Les Forces armées de la République démocratique du Congo (FARDC) ont annoncé ce dimanche une nouvelle série d’attaques dans les hauts plateaux du Sud-Kivu, impliquant des drones armés. Selon l’état-major, ces frappes ont visé à la fois des positions militaires et des zones habitées par des civils.
D’après le communiqué, les événements se sont produits dans la soirée du samedi 18 avril, à Mikenge, Kakenge et au Point Zéro, où plusieurs habitations ont été touchées. Le bilan provisoire fait état de quatre civils tués et de huit blessés, parmi lesquels des femmes et des enfants.

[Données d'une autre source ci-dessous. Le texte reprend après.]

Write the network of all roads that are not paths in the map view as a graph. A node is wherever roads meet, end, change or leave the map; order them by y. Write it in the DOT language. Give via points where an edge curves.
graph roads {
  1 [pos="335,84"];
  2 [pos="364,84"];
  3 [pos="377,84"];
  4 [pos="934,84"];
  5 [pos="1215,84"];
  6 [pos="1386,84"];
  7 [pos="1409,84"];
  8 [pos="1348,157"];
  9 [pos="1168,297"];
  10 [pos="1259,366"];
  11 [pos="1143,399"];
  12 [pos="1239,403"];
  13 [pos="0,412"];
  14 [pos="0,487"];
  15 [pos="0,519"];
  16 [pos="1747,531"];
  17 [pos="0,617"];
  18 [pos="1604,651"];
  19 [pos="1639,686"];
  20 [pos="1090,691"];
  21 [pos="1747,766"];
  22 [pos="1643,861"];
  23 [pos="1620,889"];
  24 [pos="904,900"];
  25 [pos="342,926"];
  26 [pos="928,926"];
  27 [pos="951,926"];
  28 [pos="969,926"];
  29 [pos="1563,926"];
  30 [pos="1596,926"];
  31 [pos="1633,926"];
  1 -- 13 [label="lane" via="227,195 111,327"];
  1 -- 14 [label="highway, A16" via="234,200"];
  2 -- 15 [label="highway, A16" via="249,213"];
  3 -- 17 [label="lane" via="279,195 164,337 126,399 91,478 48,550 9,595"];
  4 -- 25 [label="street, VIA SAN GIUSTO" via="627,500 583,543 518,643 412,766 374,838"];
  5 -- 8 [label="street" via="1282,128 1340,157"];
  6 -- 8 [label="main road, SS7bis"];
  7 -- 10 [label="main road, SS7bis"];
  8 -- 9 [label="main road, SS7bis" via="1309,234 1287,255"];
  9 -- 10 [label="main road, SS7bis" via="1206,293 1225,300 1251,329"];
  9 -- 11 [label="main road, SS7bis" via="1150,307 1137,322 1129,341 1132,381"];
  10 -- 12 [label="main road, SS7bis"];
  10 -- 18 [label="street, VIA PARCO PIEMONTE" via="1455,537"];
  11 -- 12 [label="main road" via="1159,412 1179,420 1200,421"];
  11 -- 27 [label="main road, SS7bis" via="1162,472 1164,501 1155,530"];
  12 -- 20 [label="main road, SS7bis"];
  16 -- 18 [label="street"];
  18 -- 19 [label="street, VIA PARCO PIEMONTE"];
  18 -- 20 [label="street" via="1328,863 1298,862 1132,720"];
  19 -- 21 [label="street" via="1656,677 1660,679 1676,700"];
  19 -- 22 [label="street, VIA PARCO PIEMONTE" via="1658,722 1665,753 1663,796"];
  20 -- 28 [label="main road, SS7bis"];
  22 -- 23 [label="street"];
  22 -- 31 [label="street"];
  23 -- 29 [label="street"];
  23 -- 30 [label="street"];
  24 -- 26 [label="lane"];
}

L’armée congolaise accuse des forces étrangères, en particulier l’armée rwandaise et ses alliés du mouvement AFC/M23, d’être derrière ces attaques. Elle estime que ces actions constituent une violation flagrante des engagements pris dans le cadre du processus de paix, notamment après la neuvième session des pourparlers de Montreux.
Dans son message, l’état-major des FARDC a condamné ce qu’il qualifie d’« actes de guerre contre des populations innocentes », tout en présentant ses condoléances aux familles endeuillées et en exprimant sa solidarité envers les blessés. L’armée affirme se réserver le droit de prendre toutes les mesures nécessaires pour protéger les civils et défendre l’intégrité territoriale du pays.
Ce nouvel épisode de violence met en lumière la fragilité du processus de paix en cours et ravive les tensions dans une région déjà marquée par des conflits persistants. Les attaques de drones contre des civils soulignent la gravité de la situation sécuritaire dans l’est de la RDC, où les populations continuent de payer un lourd tribut.